Mąż Justyny Steczkowskiej zabrał głos przed Eurowizją
17 maja wieczorem Justyna Steczkowska wystąpi w finale 69. Konkursu Piosenki Eurowizji w Bazylei, walcząc o zwycięstwo z utworem „Gaja”. Na miejscu reprezentantce Polski towarzyszy też rodzina – bratanica Kamilla, która odpowiada za jej social media, czy najstarszy syn Leon, który kiedyś sam chciał wystąpić na Eurowizję, startując w preselekcjach na Łotwie.
Justyna Steczkowska może także liczyć na wsparcie męża. Choć rzadko udziela się w mediach społecznościowych i pojawia się z żoną publicznie, Maciej Myszkowski tuż przed finałem Eurowizji musiał przerwać milczenie. Zamieścił na swoim Instagramie pierwszy od ponad pół roku wpis, by zachęcić do głosowania na „Gaję”. Zwrócił się też bezpośrednio do ukochanej.

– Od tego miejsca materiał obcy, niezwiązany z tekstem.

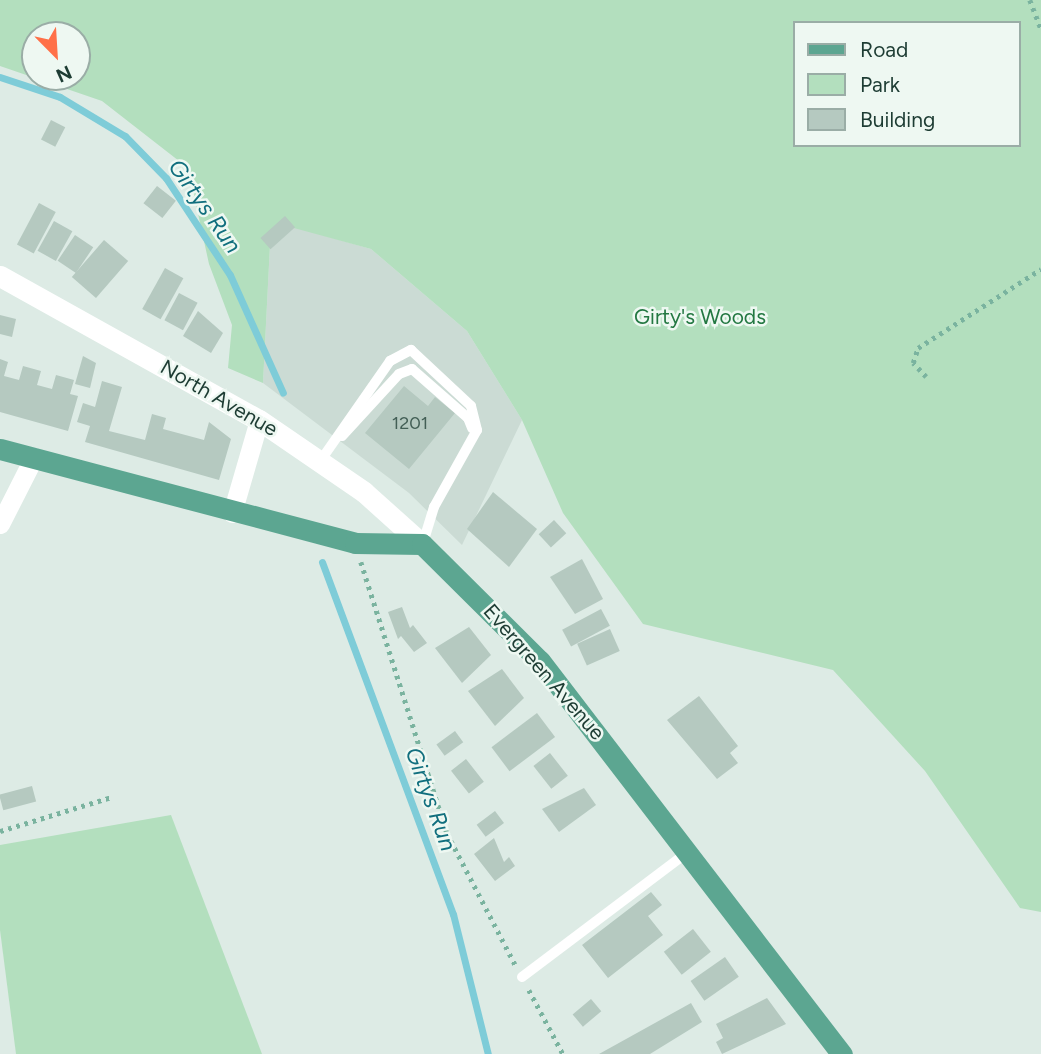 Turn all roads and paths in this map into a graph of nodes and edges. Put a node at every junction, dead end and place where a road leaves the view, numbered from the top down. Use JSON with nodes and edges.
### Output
{"nodes":[{"id":1,"x":1030,"y":0,"type":"edge"},
{"id":2,"x":1041,"y":28,"type":"edge"},
{"id":3,"x":1041,"y":269,"type":"edge"},
{"id":4,"x":0,"y":276,"type":"edge"},
{"id":5,"x":926,"y":377,"type":"dead end"},
{"id":6,"x":259,"y":419,"type":"junction"},
{"id":7,"x":475,"y":435,"type":"junction"},
{"id":8,"x":0,"y":449,"type":"edge"},
{"id":9,"x":325,"y":454,"type":"junction"},
{"id":10,"x":34,"y":457,"type":"junction"},
{"id":11,"x":232,"y":513,"type":"junction"},
{"id":12,"x":0,"y":524,"type":"edge"},
{"id":13,"x":355,"y":543,"type":"junction"},
{"id":14,"x":422,"y":544,"type":"junction"},
{"id":15,"x":112,"y":797,"type":"dead end"},
{"id":16,"x":0,"y":831,"type":"edge"},
{"id":17,"x":688,"y":852,"type":"junction"},
{"id":18,"x":522,"y":977,"type":"junction"},
{"id":19,"x":564,"y":1054,"type":"edge"},
{"id":20,"x":842,"y":1054,"type":"edge"}],
"edges":[{"from":1,"to":2,"type":"path"},
{"from":3,"to":5,"type":"path"},
{"from":4,"to":6,"type":"street","name":"North Avenue"},
{"from":6,"to":9,"type":"street","name":"North Avenue"},
{"from":6,"to":11,"type":"street"},
{"from":7,"to":9,"type":"lane"},
{"from":7,"to":9,"type":"lane"},
{"from":7,"to":14,"type":"lane"},
{"from":8,"to":10,"type":"main road"},
{"from":9,"to":14,"type":"street","name":"North Avenue"},
{"from":10,"to":11,"type":"main road"},
{"from":10,"to":12,"type":"street"},
{"from":11,"to":13,"type":"main road"},
{"from":13,"to":14,"type":"main road"},
{"from":13,"to":18,"type":"path"},
{"from":14,"to":17,"type":"main road","name":"Evergreen Avenue"},
{"from":15,"to":16,"type":"path"},
{"from":17,"to":18,"type":"lane"},
{"from":17,"to":20,"type":"main road","name":"Evergreen Avenue"},
{"from":18,"to":19,"type":"path"}]} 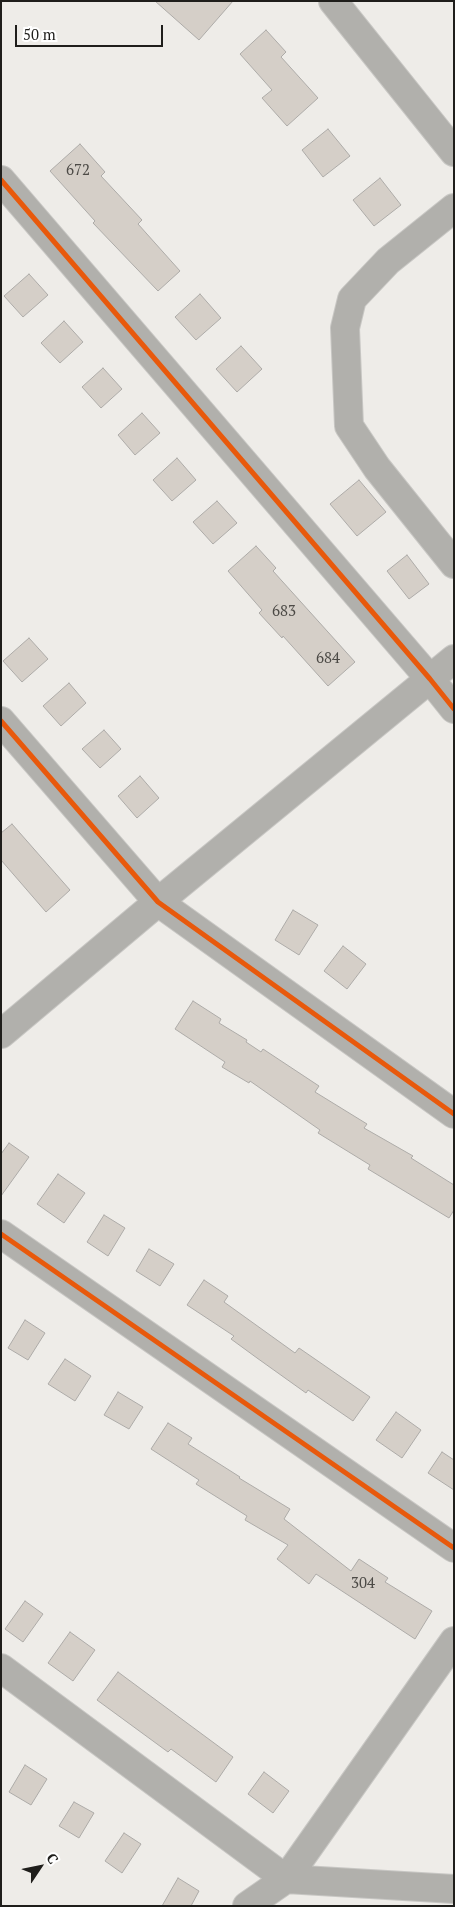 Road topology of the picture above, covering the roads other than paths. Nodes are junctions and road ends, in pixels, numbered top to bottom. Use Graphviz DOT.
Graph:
graph roads {
  1 [pos="332,1"];
  2 [pos="454,152"];
  3 [pos="1,180"];
  4 [pos="454,208"];
  5 [pos="454,564"];
  6 [pos="454,659"];
  7 [pos="430,679"];
  8 [pos="454,709"];
  9 [pos="1,721"];
  10 [pos="158,902"];
  11 [pos="1,1034"];
  12 [pos="454,1114"];
  13 [pos="1,1234"];
  14 [pos="454,1548"];
  15 [pos="454,1641"];
  16 [pos="1,1668"];
  17 [pos="286,1879"];
  18 [pos="454,1889"];
  19 [pos="247,1906"];
  1 -- 2 [label="street"];
  3 -- 7 [label="street"];
  4 -- 5 [label="street"];
  6 -- 7 [label="street"];
  7 -- 8 [label="street"];
  7 -- 10 [label="street"];
  9 -- 10 [label="street"];
  10 -- 11 [label="street"];
  10 -- 12 [label="street"];
  13 -- 14 [label="street"];
  15 -- 17 [label="street"];
  16 -- 17 [label="street"];
  17 -- 18 [label="street"];
  17 -- 19 [label="street"];
}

Kochanie, jestem z ciebie bardzo dumny. Z twojej determinacji i ultra ciężkiej pracy. Efekt jest wspaniały, zresztą sami zobaczcie… – napisał.

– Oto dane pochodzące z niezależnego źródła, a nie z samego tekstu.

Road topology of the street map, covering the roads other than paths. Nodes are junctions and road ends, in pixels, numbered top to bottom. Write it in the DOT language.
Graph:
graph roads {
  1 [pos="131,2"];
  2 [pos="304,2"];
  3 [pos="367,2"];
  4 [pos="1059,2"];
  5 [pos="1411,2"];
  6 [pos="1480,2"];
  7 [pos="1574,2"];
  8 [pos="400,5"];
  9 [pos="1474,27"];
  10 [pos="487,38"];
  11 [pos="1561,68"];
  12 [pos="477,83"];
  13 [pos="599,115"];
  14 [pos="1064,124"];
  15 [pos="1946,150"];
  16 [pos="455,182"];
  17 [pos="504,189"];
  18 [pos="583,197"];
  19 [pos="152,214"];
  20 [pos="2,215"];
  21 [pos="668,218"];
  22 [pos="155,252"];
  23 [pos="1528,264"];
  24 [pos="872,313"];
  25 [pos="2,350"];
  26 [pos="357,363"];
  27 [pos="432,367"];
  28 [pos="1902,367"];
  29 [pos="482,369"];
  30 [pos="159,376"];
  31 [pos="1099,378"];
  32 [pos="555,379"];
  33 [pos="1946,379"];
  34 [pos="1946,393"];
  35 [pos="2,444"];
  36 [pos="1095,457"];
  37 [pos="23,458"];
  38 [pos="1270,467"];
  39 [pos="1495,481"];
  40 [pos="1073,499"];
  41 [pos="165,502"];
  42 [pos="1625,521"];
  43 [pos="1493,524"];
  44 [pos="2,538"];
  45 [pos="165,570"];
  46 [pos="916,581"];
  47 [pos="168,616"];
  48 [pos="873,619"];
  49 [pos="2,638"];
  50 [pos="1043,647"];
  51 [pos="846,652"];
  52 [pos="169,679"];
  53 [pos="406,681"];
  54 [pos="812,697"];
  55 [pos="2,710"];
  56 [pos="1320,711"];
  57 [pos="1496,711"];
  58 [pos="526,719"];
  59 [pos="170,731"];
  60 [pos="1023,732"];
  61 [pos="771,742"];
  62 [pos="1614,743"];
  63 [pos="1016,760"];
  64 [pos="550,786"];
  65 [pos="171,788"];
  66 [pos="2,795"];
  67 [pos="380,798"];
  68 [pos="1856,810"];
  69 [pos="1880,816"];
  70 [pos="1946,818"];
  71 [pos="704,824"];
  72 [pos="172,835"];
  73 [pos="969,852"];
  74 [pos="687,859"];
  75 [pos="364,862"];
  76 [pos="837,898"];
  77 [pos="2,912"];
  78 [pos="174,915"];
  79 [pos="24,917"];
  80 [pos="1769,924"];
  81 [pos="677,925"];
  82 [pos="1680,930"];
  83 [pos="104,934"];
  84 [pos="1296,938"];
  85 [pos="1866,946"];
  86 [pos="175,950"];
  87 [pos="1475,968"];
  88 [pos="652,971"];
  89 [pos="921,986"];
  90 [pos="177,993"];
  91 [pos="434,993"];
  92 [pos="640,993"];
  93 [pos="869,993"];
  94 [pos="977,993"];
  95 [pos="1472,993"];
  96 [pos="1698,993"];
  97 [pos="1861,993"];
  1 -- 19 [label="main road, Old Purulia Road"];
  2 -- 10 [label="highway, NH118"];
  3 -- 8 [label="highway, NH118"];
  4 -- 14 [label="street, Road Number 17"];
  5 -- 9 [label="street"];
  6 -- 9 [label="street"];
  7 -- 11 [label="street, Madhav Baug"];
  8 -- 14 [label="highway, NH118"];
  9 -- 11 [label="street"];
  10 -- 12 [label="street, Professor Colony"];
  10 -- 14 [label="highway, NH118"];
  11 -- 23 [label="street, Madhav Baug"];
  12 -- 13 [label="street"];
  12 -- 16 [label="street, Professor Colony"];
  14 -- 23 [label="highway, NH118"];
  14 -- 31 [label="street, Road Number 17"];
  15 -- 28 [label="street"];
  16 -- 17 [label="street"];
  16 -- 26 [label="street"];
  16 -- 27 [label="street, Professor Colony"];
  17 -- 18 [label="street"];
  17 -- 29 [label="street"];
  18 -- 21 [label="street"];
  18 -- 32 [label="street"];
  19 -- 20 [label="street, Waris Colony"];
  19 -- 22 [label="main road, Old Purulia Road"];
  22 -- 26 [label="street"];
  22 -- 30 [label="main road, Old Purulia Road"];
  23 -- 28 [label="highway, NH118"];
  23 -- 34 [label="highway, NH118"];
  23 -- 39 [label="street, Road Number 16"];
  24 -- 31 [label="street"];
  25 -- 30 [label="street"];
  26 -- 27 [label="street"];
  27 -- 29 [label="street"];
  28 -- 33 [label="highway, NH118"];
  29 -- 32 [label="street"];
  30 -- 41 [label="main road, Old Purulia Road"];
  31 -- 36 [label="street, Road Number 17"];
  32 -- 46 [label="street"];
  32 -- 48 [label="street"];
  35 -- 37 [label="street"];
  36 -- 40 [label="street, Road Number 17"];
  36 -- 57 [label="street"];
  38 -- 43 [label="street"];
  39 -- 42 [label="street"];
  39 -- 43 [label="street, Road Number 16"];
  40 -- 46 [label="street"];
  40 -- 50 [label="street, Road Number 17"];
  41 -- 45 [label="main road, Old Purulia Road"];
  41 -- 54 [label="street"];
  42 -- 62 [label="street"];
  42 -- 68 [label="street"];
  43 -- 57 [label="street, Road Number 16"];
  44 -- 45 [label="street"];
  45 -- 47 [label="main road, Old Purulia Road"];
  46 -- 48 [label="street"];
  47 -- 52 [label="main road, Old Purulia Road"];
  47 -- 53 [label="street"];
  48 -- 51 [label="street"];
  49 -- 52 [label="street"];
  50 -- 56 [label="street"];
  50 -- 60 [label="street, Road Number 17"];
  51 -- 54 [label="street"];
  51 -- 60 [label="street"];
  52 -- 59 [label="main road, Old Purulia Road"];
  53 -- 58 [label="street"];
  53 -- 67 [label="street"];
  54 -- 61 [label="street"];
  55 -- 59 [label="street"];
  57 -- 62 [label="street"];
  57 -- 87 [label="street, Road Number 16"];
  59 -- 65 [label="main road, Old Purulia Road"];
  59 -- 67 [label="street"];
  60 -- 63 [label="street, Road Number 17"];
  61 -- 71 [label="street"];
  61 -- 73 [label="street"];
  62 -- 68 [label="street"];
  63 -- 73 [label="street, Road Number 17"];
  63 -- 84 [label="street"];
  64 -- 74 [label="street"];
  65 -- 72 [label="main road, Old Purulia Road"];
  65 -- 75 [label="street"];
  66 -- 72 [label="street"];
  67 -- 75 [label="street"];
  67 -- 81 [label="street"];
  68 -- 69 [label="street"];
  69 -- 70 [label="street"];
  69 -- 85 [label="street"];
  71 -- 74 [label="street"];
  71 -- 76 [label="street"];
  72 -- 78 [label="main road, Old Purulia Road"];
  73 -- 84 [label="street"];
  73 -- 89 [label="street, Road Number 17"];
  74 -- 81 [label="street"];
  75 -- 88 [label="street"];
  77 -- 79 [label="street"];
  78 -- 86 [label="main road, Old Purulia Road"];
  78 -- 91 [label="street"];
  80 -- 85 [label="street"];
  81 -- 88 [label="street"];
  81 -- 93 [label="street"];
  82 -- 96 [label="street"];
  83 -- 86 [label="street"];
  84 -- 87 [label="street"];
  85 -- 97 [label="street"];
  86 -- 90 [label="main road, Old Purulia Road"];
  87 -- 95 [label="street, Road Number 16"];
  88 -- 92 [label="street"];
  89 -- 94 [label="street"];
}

Justyna, mimo zapracowania, nie mogła zostawić jego słów bez odpowiedzi. „Lovju. Dziś ostatni dzień maratonu… Potem wracam do domu” – odpowiedziała mężowi w komentarzu.
Piękna historia miłości Steczkowskiej i Myszkowskiego
Justyna Steczkowska i Maciej Myszkowski są małżeństwem od 2000 roku i doczekali się razem trojga dzieci: synów Leona (ur. 2000) i Stanisława (ur. 2005) oraz córki Heleny (ur. 2013). Choć dziś mąż artystki unika blasku fleszy, w przeszłości robił imponującą karierę w modelingu.
W latach 90. do Myszkowskiego wzdychały wtedy tłumy Polek. Jedną z nich była właśnie Steczkowska. Po raz pierwszy zobaczyła przyszłego męża w gazecie. „Jeszcze nikt mnie nie znał jako Justyny Steczkowskiej i zakochałam się w tym chłopaku. Pomyślałam: Boże, wow, jaki on piękny” – wyznała po latach. Maciej Myszkowski porzucił ostatecznie pracę modela na rzecz architektury, którą zajmuje się do dziś.
Steczkowska i Myszkowski w 2017 roku ogłosili separację
Wspólne życie Justyny Steczkowskiej i Macieja Myszkowskiego nie zawsze było jak z bajki. W 2017 roku para podjęła decyzję o separacji. „Życie to nieustanny ruch, taniec chwil, tornado zmian. Nic nie jest dane człowiekowi na zawsze. (…) Po 17 latach cudownego małżeństwa, w przyjaźni z Maćkiem, postanowiliśmy dać sobie czas na to, aby w trakcie separacji przemyśleć i zdecydować, czy rozłączyć naszą wspólną drogę na dwie osobne, miejmy nadzieję, że równie szczęśliwe ścieżki (…)” – informowała wtedy piosenkarka.
Ostatecznie ich związkowi udało się przetrwać gorsze chwile, o czym Steczkowska opowiedziała kilka lat później w „Vivie”. „To jest mocne doświadczenie i nauka, ile są dla siebie warci. Nie ma znaczenia czy to małżeństwo, przyjaźń, rodzeństwo. Wtedy jest jasna sytuacja, kim jesteśmy dla siebie. Czy jesteśmy dla siebie ważni, czy coś jeszcze razem możemy zbudować” – mówiła.